PROBLEM DESCRIPTION - Write out the whole listing, matching it exactly.

GIVEN DATA -
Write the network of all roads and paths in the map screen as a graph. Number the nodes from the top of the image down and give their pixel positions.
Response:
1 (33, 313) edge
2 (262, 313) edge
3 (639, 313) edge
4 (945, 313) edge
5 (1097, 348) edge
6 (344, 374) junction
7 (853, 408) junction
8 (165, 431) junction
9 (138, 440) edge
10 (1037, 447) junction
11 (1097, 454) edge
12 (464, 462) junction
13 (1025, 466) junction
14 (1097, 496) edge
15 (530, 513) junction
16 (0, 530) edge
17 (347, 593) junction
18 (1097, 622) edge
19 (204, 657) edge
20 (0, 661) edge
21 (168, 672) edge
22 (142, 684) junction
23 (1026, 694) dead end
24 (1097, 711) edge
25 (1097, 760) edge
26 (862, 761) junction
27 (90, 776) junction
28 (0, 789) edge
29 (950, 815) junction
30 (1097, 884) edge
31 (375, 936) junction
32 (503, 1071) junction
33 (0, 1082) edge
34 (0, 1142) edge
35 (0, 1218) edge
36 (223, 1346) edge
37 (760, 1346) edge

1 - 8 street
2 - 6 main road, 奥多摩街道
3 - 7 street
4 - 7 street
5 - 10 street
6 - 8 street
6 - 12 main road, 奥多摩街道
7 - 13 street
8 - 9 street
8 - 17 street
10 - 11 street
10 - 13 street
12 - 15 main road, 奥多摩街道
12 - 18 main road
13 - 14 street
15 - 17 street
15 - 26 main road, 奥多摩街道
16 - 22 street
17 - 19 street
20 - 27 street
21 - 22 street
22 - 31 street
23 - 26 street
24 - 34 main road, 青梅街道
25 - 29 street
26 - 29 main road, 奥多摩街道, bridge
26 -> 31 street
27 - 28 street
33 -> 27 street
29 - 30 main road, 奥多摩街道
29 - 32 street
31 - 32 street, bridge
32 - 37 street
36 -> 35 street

EXERCISE SOLUTION -
Write the network of all roads and paths in the map screen as a graph. Number the nodes from the top of the image down and give their pixel positions.
Response:
1 (33, 313) edge
2 (262, 313) edge
3 (639, 313) edge
4 (945, 313) edge
5 (1097, 348) edge
6 (344, 374) junction
7 (853, 408) junction
8 (165, 431) junction
9 (138, 440) edge
10 (1037, 447) junction
11 (1097, 454) edge
12 (464, 462) junction
13 (1025, 466) junction
14 (1097, 496) edge
15 (530, 513) junction
16 (0, 530) edge
17 (347, 593) junction
18 (1097, 622) edge
19 (204, 657) edge
20 (0, 661) edge
21 (168, 672) edge
22 (142, 684) junction
23 (1026, 694) dead end
24 (1097, 711) edge
25 (1097, 760) edge
26 (862, 761) junction
27 (90, 776) junction
28 (0, 789) edge
29 (950, 815) junction
30 (1097, 884) edge
31 (375, 936) junction
32 (503, 1071) junction
33 (0, 1082) edge
34 (0, 1142) edge
35 (0, 1218) edge
36 (223, 1346) edge
37 (760, 1346) edge

1 - 8 street
2 - 6 main road, 奥多摩街道
3 - 7 street
4 - 7 street
5 - 10 street
6 - 8 street
6 - 12 main road, 奥多摩街道
7 - 13 street
8 - 9 street
8 - 17 street
10 - 11 street
10 - 13 street
12 - 15 main road, 奥多摩街道
12 - 18 main road
13 - 14 street
15 - 17 street
15 - 26 main road, 奥多摩街道
16 - 22 street
17 - 19 street
20 - 27 street
21 - 22 street
22 - 31 street
23 - 26 street
24 - 34 main road, 青梅街道
25 - 29 street
26 - 29 main road, 奥多摩街道, bridge
26 -> 31 street
27 - 28 street
33 -> 27 street
29 - 30 main road, 奥多摩街道
29 - 32 street
31 - 32 street, bridge
32 - 37 street
36 -> 35 street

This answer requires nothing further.